▸ **Aim of the exercise**: Look over the data below and give the number of lines containing the word "italic", with no other words.
[Opening Dataset section]
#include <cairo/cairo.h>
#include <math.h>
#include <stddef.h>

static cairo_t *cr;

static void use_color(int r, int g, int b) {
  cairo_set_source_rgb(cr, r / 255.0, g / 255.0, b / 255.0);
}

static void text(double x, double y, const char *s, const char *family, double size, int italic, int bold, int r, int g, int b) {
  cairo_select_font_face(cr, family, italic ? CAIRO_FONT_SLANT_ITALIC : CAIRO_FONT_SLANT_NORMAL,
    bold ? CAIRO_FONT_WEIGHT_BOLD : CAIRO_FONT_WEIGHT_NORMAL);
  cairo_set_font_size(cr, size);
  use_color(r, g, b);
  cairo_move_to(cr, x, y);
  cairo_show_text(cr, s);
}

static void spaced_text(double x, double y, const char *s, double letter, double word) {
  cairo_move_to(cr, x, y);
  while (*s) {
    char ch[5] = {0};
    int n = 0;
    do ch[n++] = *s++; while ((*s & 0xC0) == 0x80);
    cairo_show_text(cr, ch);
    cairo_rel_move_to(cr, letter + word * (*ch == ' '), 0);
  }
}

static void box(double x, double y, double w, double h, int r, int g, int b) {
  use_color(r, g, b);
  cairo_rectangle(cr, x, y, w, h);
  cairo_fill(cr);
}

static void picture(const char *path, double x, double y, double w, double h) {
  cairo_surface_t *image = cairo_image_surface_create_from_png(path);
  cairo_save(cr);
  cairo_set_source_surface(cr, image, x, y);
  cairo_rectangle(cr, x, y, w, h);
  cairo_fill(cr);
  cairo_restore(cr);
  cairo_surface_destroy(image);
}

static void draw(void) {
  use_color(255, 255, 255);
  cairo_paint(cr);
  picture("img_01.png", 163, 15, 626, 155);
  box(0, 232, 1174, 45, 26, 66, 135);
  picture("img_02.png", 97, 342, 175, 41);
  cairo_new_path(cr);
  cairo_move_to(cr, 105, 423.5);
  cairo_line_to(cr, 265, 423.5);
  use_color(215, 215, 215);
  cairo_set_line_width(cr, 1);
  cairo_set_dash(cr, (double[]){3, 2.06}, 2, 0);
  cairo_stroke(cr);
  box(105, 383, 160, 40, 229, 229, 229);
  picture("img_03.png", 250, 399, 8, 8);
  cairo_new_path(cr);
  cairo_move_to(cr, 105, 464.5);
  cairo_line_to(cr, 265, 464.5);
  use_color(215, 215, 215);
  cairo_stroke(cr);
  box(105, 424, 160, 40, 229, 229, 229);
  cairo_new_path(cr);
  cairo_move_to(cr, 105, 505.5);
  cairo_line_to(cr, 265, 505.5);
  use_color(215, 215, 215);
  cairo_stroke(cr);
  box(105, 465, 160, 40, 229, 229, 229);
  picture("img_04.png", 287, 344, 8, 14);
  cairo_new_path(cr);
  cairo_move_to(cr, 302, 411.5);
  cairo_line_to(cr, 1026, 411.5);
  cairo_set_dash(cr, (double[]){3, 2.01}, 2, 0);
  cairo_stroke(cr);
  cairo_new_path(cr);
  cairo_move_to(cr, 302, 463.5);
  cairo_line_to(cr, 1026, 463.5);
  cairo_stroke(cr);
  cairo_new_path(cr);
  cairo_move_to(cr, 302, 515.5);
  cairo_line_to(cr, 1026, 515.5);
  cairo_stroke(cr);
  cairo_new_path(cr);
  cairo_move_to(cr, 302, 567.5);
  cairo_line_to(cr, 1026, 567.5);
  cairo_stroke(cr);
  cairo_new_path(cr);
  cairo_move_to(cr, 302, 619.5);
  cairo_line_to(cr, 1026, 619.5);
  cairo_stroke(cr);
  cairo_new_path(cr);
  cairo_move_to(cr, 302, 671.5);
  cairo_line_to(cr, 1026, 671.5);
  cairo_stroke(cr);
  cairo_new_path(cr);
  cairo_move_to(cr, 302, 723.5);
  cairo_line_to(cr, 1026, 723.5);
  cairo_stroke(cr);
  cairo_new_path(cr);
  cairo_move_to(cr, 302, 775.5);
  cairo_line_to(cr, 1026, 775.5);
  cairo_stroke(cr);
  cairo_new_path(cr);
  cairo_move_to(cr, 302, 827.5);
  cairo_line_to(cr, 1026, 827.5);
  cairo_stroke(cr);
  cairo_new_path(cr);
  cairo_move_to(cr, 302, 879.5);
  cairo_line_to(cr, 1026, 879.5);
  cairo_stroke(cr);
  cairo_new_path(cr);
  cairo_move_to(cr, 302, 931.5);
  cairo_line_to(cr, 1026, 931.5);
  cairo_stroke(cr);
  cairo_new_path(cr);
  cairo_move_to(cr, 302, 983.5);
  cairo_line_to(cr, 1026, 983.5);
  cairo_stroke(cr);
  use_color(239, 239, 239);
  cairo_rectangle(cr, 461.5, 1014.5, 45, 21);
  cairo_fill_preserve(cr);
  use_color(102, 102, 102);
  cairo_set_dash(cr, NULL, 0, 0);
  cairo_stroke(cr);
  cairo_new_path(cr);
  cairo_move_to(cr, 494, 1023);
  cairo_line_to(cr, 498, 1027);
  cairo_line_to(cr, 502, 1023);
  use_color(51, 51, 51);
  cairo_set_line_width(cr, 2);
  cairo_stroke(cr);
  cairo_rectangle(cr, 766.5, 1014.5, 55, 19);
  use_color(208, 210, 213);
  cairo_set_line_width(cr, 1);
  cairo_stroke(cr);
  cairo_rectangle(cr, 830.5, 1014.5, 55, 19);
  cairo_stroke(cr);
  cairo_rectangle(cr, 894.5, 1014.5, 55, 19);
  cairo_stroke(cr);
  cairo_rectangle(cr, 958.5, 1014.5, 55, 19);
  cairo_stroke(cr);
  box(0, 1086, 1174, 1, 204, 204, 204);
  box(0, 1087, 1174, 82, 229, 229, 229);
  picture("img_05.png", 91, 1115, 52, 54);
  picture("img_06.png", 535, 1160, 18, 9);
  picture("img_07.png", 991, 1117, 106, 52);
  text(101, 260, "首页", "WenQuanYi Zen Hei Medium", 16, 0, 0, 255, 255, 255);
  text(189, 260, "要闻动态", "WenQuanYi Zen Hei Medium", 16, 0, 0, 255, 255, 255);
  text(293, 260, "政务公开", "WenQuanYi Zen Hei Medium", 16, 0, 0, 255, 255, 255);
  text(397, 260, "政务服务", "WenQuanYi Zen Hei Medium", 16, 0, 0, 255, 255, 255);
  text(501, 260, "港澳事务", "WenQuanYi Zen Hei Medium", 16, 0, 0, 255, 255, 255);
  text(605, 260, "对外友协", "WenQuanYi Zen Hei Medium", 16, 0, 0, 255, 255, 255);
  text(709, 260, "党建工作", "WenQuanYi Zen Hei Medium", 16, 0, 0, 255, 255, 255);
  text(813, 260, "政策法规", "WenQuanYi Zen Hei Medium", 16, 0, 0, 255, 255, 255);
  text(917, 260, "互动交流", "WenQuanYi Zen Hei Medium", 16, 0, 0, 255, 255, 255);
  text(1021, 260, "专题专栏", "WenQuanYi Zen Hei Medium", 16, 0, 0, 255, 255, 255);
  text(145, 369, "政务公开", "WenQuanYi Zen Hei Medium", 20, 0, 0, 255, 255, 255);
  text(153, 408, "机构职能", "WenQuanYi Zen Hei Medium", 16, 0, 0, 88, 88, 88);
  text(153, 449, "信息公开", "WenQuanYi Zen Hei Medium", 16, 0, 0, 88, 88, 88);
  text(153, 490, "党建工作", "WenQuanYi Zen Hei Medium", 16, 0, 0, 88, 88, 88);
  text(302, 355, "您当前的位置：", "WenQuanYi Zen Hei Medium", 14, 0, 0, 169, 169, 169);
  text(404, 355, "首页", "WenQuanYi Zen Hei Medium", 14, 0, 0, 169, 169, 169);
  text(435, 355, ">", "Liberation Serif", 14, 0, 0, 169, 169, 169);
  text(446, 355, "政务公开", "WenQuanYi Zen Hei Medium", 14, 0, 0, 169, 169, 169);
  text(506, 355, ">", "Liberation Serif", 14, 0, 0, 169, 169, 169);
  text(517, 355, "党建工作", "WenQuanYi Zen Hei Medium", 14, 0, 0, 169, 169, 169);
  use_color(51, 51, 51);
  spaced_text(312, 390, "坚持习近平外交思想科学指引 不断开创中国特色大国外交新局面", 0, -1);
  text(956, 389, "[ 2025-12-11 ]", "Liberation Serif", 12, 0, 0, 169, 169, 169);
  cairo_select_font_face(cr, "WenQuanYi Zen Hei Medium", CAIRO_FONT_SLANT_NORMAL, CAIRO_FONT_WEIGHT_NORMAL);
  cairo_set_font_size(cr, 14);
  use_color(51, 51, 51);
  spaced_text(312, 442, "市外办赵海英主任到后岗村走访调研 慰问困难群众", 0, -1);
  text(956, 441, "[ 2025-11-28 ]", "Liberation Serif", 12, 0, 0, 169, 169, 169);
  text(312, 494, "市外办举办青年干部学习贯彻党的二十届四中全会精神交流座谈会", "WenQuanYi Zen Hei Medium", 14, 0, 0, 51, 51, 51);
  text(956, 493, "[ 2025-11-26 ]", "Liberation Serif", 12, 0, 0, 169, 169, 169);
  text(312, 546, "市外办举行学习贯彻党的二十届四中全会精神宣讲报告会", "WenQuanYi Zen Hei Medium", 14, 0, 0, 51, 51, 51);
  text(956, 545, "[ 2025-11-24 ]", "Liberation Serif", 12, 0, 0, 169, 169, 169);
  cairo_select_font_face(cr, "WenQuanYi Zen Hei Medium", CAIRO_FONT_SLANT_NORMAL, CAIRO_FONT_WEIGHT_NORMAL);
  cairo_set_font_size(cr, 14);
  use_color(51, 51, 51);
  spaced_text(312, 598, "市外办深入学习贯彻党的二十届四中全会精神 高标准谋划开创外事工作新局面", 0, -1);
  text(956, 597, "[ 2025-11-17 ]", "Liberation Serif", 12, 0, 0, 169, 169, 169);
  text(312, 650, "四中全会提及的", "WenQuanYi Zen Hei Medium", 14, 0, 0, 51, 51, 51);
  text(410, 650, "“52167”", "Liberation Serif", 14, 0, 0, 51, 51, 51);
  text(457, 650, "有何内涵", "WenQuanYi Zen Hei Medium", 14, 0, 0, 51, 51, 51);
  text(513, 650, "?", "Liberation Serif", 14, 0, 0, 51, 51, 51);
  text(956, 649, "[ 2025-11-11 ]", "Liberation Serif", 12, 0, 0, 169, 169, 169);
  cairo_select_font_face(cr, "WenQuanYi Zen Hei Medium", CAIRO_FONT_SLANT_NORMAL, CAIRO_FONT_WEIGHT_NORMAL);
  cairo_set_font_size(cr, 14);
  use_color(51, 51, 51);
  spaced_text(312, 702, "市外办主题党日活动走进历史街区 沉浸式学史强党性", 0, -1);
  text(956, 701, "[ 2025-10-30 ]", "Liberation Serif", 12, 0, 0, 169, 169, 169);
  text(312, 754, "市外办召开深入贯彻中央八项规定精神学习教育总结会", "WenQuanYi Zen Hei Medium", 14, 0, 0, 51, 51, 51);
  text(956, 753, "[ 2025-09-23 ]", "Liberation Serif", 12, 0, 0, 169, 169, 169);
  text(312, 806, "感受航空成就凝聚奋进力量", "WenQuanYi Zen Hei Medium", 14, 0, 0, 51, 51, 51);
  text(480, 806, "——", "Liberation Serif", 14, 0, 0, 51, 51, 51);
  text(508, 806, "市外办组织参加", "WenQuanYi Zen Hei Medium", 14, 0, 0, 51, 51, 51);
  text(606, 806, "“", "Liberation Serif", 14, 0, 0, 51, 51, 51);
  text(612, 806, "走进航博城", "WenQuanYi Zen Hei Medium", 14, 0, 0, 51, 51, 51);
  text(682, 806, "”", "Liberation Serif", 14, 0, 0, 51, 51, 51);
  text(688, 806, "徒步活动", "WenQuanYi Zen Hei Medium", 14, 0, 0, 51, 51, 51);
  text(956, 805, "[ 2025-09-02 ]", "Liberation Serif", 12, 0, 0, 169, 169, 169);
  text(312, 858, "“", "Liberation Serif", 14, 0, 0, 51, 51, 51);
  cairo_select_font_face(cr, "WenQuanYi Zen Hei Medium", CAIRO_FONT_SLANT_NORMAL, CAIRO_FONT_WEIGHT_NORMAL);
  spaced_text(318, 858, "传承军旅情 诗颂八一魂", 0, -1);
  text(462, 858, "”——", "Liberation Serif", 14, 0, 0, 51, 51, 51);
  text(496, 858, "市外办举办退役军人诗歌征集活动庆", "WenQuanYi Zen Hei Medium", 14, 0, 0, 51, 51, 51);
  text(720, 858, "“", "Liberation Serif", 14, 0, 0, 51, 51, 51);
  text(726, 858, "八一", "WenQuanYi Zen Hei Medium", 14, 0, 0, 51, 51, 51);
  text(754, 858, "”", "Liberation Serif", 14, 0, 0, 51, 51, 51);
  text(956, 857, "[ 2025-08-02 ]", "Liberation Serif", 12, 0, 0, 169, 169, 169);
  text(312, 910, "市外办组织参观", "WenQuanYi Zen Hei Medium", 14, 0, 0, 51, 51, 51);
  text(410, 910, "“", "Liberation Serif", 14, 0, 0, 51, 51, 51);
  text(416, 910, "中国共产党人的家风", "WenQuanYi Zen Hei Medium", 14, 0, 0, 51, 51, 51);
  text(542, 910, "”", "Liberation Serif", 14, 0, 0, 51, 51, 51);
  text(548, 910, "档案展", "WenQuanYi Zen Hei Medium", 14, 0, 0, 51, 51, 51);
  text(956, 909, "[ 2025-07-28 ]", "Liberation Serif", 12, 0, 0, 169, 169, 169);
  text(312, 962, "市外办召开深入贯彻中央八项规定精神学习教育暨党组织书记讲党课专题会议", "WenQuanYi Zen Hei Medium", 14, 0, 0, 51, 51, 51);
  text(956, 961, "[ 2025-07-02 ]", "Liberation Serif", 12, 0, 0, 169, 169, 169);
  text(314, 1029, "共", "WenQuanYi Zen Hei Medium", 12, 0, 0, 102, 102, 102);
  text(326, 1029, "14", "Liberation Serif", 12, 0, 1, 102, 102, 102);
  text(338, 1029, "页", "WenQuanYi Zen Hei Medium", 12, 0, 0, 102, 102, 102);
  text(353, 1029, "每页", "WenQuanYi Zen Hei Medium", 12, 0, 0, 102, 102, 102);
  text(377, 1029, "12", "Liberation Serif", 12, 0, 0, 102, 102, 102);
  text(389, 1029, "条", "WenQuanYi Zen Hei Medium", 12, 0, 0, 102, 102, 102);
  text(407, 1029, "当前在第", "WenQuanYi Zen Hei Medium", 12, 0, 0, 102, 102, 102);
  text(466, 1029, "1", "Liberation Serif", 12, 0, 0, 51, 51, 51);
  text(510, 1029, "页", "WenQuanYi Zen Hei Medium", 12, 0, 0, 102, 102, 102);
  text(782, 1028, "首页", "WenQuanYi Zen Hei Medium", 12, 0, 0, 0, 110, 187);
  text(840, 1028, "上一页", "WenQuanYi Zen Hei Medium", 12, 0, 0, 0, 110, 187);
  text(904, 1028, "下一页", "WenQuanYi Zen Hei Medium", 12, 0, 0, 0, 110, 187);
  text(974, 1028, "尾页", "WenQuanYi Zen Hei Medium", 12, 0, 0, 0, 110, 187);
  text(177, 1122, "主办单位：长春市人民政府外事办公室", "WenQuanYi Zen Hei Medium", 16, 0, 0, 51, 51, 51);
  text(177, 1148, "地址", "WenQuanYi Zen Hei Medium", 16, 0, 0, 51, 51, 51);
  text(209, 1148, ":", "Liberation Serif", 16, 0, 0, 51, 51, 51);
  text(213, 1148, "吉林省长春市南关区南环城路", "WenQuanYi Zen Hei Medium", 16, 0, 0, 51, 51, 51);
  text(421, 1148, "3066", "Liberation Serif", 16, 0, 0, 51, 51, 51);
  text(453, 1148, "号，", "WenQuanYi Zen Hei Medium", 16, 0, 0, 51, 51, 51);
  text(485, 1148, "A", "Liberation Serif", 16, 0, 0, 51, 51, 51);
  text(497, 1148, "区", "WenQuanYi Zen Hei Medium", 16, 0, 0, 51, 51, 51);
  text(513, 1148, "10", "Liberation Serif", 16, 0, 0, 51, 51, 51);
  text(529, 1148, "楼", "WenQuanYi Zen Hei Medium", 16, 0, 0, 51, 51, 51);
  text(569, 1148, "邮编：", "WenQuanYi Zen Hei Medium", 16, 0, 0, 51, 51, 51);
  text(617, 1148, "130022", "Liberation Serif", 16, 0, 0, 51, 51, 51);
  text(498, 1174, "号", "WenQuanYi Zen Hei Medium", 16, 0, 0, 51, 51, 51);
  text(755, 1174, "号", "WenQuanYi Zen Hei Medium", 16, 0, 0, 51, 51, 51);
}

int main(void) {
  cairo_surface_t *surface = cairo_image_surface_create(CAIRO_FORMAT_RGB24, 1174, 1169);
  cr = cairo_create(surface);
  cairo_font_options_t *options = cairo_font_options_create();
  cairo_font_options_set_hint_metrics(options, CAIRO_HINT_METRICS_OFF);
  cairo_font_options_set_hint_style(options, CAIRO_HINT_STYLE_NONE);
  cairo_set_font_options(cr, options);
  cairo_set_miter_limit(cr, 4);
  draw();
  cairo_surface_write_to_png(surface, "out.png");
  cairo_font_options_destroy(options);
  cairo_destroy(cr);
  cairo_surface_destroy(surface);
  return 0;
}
[Closing Dataset section]
▸ **Finished exercise**: 2